**WORK REQUEST:** Up to and including the line with "Build a routing", restate the records below word for word, beginning with their first line.

____________________

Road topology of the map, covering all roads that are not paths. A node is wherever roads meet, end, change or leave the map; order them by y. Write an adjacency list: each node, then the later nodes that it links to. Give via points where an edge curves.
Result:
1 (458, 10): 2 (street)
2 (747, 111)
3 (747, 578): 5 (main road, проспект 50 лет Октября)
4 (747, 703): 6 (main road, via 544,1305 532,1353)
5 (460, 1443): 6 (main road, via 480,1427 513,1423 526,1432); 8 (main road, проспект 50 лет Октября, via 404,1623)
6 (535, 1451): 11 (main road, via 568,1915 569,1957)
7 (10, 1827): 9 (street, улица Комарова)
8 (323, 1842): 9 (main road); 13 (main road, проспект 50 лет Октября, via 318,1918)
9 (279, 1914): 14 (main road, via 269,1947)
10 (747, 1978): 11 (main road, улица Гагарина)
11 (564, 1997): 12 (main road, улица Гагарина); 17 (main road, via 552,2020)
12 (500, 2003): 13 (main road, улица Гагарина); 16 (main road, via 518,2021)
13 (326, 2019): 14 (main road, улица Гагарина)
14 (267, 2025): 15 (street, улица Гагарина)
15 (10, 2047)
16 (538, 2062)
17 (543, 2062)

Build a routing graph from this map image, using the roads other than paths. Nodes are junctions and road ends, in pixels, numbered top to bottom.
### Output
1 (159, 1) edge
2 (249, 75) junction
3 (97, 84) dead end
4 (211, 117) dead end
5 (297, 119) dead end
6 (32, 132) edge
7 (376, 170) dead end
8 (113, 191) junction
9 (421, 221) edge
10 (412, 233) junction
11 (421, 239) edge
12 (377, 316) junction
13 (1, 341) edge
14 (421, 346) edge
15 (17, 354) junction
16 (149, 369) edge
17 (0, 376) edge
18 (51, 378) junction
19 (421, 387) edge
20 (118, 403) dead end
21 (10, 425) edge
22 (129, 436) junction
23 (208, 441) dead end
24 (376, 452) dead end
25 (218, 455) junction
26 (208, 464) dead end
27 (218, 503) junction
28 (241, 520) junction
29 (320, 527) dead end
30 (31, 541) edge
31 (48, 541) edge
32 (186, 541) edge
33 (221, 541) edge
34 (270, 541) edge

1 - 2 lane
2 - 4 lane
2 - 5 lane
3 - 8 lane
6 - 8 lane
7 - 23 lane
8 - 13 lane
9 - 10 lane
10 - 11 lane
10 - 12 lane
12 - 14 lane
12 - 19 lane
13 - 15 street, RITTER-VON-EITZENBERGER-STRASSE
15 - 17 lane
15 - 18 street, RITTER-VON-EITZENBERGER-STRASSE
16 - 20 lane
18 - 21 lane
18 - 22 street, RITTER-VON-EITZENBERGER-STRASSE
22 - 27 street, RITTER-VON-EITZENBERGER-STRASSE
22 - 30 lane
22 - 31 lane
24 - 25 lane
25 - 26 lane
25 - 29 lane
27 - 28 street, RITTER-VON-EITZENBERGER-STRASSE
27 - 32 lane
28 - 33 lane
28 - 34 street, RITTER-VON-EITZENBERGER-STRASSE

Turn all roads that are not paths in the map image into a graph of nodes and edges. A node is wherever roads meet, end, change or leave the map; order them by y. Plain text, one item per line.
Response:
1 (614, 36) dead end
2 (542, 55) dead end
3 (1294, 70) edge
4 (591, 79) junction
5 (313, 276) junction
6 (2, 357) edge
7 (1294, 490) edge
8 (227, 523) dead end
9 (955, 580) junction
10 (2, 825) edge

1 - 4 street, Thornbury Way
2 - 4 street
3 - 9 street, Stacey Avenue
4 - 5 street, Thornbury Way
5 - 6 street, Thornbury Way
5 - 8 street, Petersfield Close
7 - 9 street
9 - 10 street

____________________

**ANSWER SECTION:**
Road topology of the map, covering all roads that are not paths. A node is wherever roads meet, end, change or leave the map; order them by y. Write an adjacency list: each node, then the later nodes that it links to. Give via points where an edge curves.
Result:
1 (458, 10): 2 (street)
2 (747, 111)
3 (747, 578): 5 (main road, проспект 50 лет Октября)
4 (747, 703): 6 (main road, via 544,1305 532,1353)
5 (460, 1443): 6 (main road, via 480,1427 513,1423 526,1432); 8 (main road, проспект 50 лет Октября, via 404,1623)
6 (535, 1451): 11 (main road, via 568,1915 569,1957)
7 (10, 1827): 9 (street, улица Комарова)
8 (323, 1842): 9 (main road); 13 (main road, проспект 50 лет Октября, via 318,1918)
9 (279, 1914): 14 (main road, via 269,1947)
10 (747, 1978): 11 (main road, улица Гагарина)
11 (564, 1997): 12 (main road, улица Гагарина); 17 (main road, via 552,2020)
12 (500, 2003): 13 (main road, улица Гагарина); 16 (main road, via 518,2021)
13 (326, 2019): 14 (main road, улица Гагарина)
14 (267, 2025): 15 (street, улица Гагарина)
15 (10, 2047)
16 (538, 2062)
17 (543, 2062)

Build a routing graph from this map image, using the roads other than paths. Nodes are junctions and road ends, in pixels, numbered top to bottom.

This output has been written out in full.